O mundo publicitário foi impactado no último mês de junho com a revelação de fraudes no Cannes Lions 2025 – o maior festival de criatividade do mundo – com o case da Consul inscrito pela agência DM9, de São Paulo. A agência canadense Zulu Alpha Kilo, conhecida por seus vídeos que zombam dos clichês da publicidade, lançou um curta metragem em que um diretor de criação é preso por falsificar um case vencedor no festival. Intitulado ‘Catch Me If You Cannes‘, o curta faz um trocadilho com o filme Prenda-me se For Capaz (Catch Me If You Can, no original) e brinca com o universo das premiações publicitárias.
Roteiro do curta
O vídeo começa em um círculo de terapia em uma prisão, onde criminosos relatam seus delitos: desvio de verba, seitas e golpes de aposentadoria. Até que um novo participante interrompe e diz: “Eu inventei um case de Cannes.” De óculos e postura tímida, ele se identifica como diretor de criação e admite ter falsificado um videocase vencedor no Festival. A confissão provoca risadas e define o tom crítico da produção, que ironiza a fronteira entre criatividade e fraude nas premiações publicitárias.
A estreia ocorreu nesta quarta-feira, 29, no Agency of the Year, evento promovido pela revista Strategy em Toronto, que convida agências finalistas a criar vídeos autorreferênciais. “Começamos esses vídeos sempre com uma pergunta: o que aconteceria se levássemos uma verdade conhecida da indústria ao extremo?”, explicou Mroueh em entrevista ao Ad Age. “Desta vez, levamos ao pé da letra a ideia de ‘trabalho de fachada’. Quando imaginamos um diretor de criação de macacão laranja explicando uma campanha falsa a criminosos, sabíamos que tínhamos um bom roteiro.”
Escândalo em Cannes
O curta ‘Catch Me If You Cannes’ chega em um momento de questionamento sobre ética nas premiações publicitárias.
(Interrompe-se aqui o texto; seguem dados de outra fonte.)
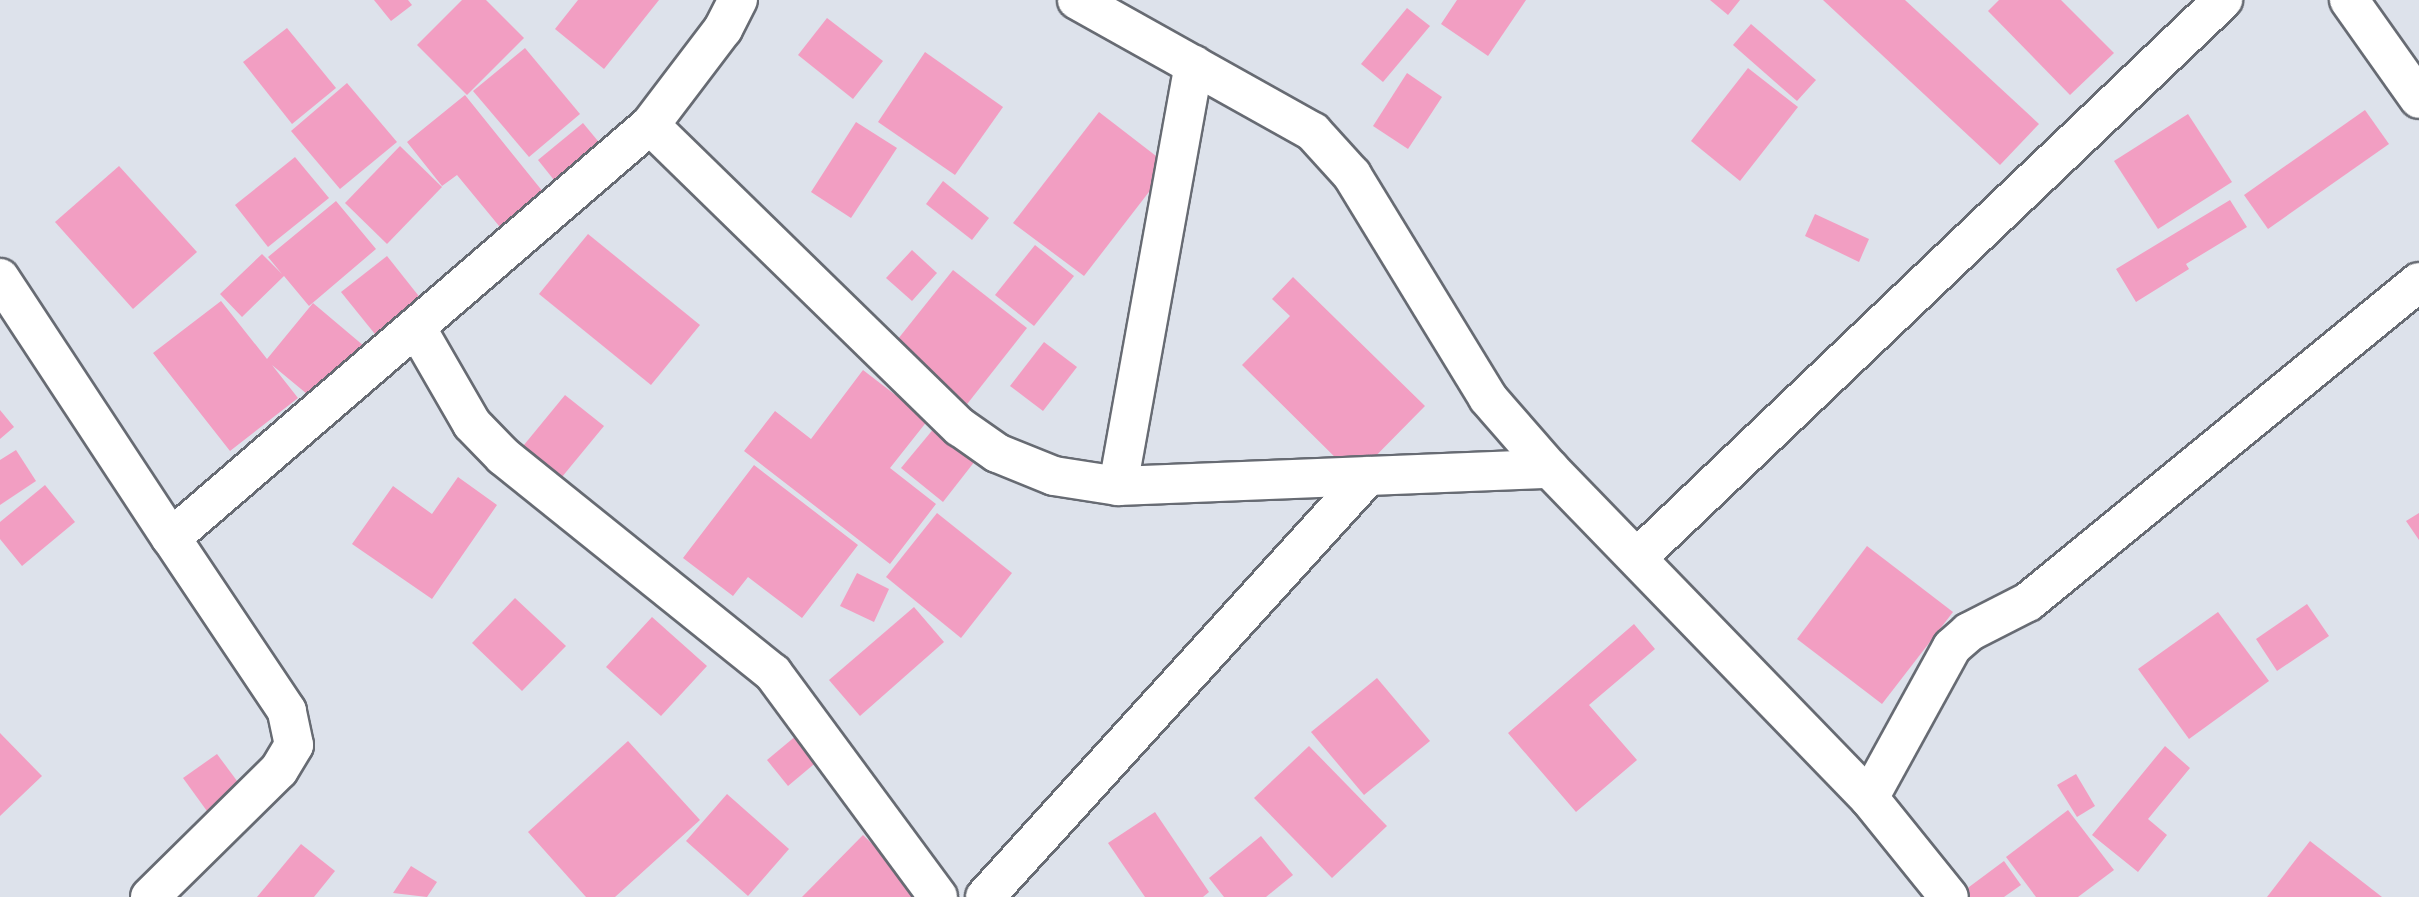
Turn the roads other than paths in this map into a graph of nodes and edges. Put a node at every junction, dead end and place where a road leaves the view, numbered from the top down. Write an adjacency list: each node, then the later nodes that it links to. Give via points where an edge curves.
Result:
1 (738, 0): 7 (street, via 723,29)
2 (1077, 0): 5 (street)
3 (2223, 0): 15 (street)
4 (2349, 0): 6 (street)
5 (1194, 65): 11 (street, via 1313,132 1352,175 1488,398); 13 (street)
6 (2419, 99)
7 (650, 125): 10 (street); 13 (street, via 960,427 997,453 1054,476)
8 (0, 278): 14 (street)
9 (2419, 282): 16 (street, via 2028,602 1969,632 1952,647)
10 (416, 327): 14 (street); 17 (street, via 472,424 503,456 773,674)
11 (1550, 469): 12 (street); 15 (street)
12 (1368, 476): 13 (street); 19 (street)
13 (1118, 486)
14 (171, 538): 18 (street, via 287,711 294,745 279,770)
15 (1638, 557): 16 (street)
16 (1869, 798): 20 (street)
17 (935, 896)
18 (150, 897)
19 (985, 897)
20 (1949, 897)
Em julho, o Festival Internacional de Criatividade Cannes Lions cancelou o Grand Prix conquistado pela DM9 após identificar uso indevido de inteligência artificial no videocase inscrito na categoria Entertainment Lions for Music.
Além da decisão do festival, a própria agência retirou voluntariamente outros cases inscritos, em meio à repercussão sobre o uso da tecnologia na produção de materiais de campanha.